- [Task statement]: Check each line of the listing for the string "that". Copy those where it appears.

- [Task data]:
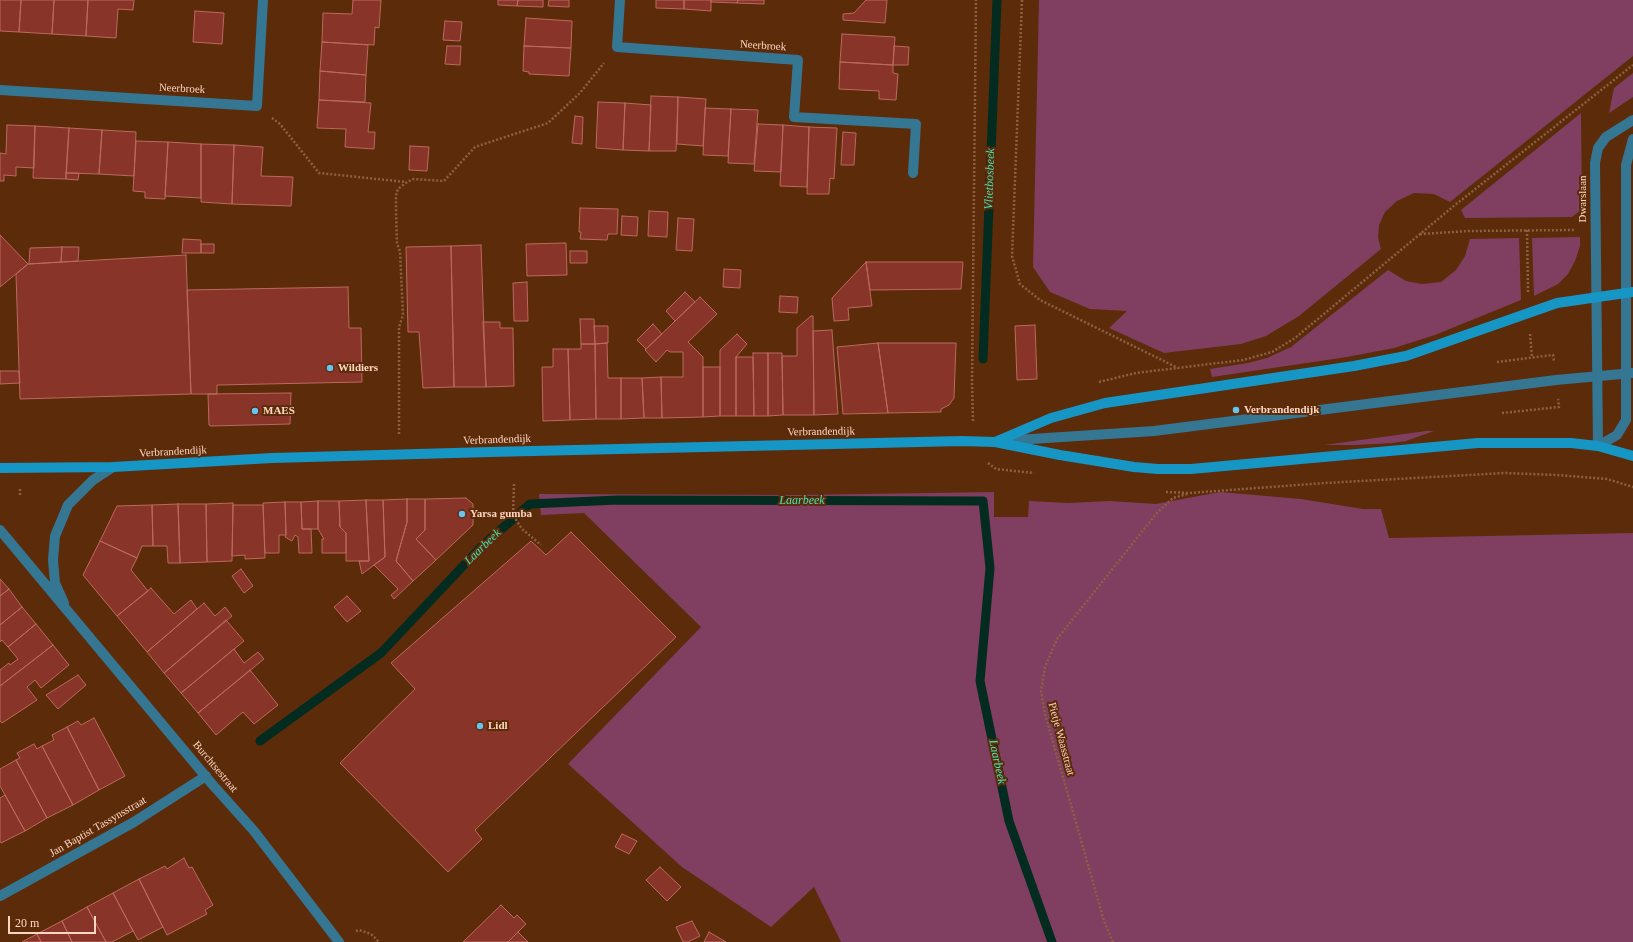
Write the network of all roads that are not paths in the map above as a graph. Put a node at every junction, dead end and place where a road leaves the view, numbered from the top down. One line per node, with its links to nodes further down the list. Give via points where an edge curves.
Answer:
1 (263, 0): 3 (street, Neerbroek, via 257,106)
2 (620, 0): 6 (street, Neerbroek, via 617,47 798,60 794,117 916,124)
3 (0, 90)
4 (1633, 120): 9 (street, Dwarslaan, via 1606,137 1598,148 1595,163)
5 (1633, 139): 7 (street, via 1626,165)
6 (913, 174)
7 (1630, 249): 8 (street)
8 (1629, 292): 9 (main road, Verbrandendijk); 10 (street)
9 (1597, 296): 11 (street, Dwarslaan); 12 (main road, Verbrandendijk, via 1557,303 1406,356 1105,403 1051,418)
10 (1629, 374): 11 (street); 13 (street, via 1626,420 1617,435)
11 (1597, 376): 12 (street, via 1154,431); 13 (street, Dwarslaan)
12 (995, 442): 13 (main road, Verbrandendijk, via 1134,467 1191,469 1478,443 1571,443); 15 (main road, Verbrandendijk, via 399,454)
13 (1598, 446): 14 (main road, Verbrandendijk)
14 (1633, 456)
15 (113, 467): 16 (main road, Verbrandendijk); 18 (street, Burchtsestraat, via 93,480 68,505 55,536 55,582)
16 (0, 468)
17 (0, 530): 18 (street, Burchtsestraat)
18 (70, 616): 19 (street, Burchtsestraat)
19 (206, 776): 20 (street, Jan Baptist Tassynsstraat, via 134,822); 21 (street, Burchtsestraat, via 254,831)
20 (0, 896)
21 (337, 940)

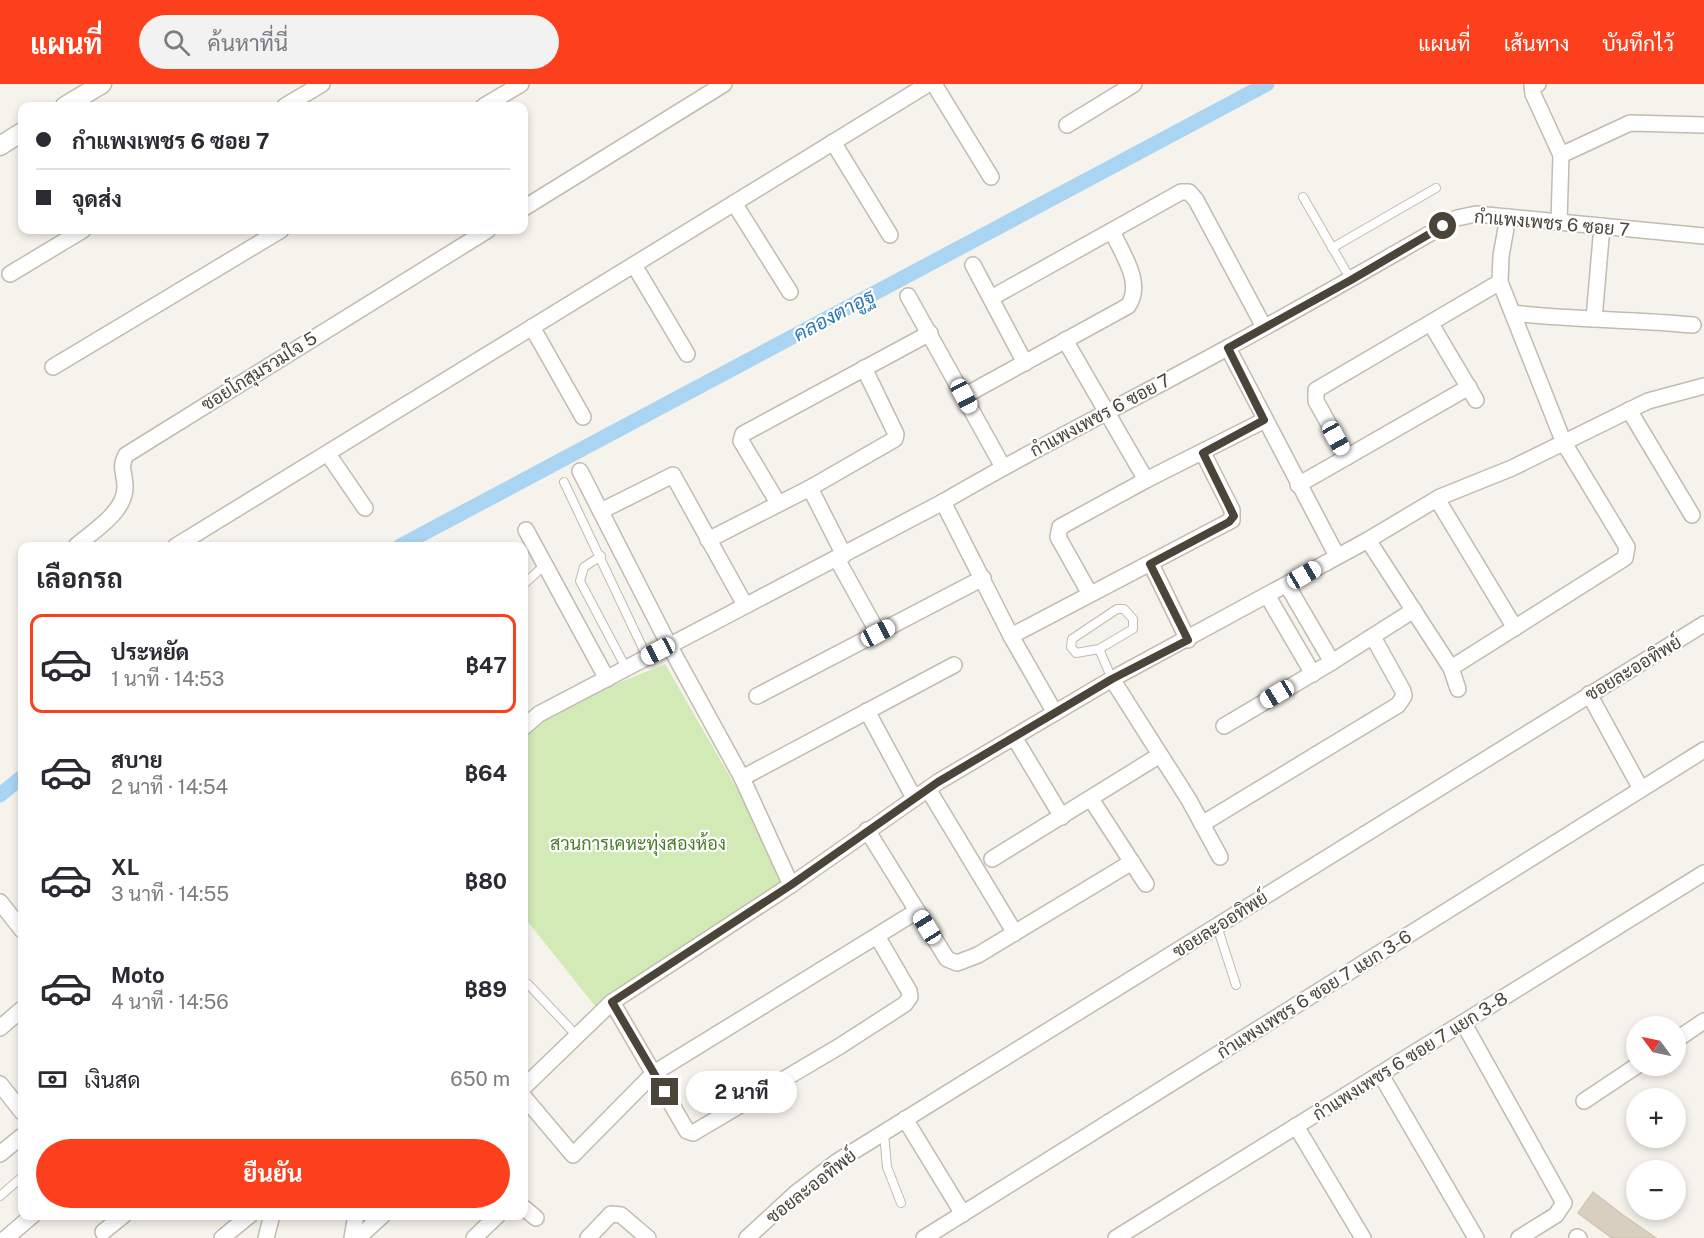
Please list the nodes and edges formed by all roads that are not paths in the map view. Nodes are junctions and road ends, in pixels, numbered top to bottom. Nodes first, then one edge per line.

- [Exercise solution]:
Write the network of all roads that are not paths in the map above as a graph. Put a node at every junction, dead end and place where a road leaves the view, numbered from the top down. One line per node, with its links to nodes further down the list. Give via points where an edge curves.
Please list the nodes and edges formed by all roads that are not paths in the map view. Nodes are junctions and road ends, in pixels, numbered top to bottom. Nodes first, then one edge per line.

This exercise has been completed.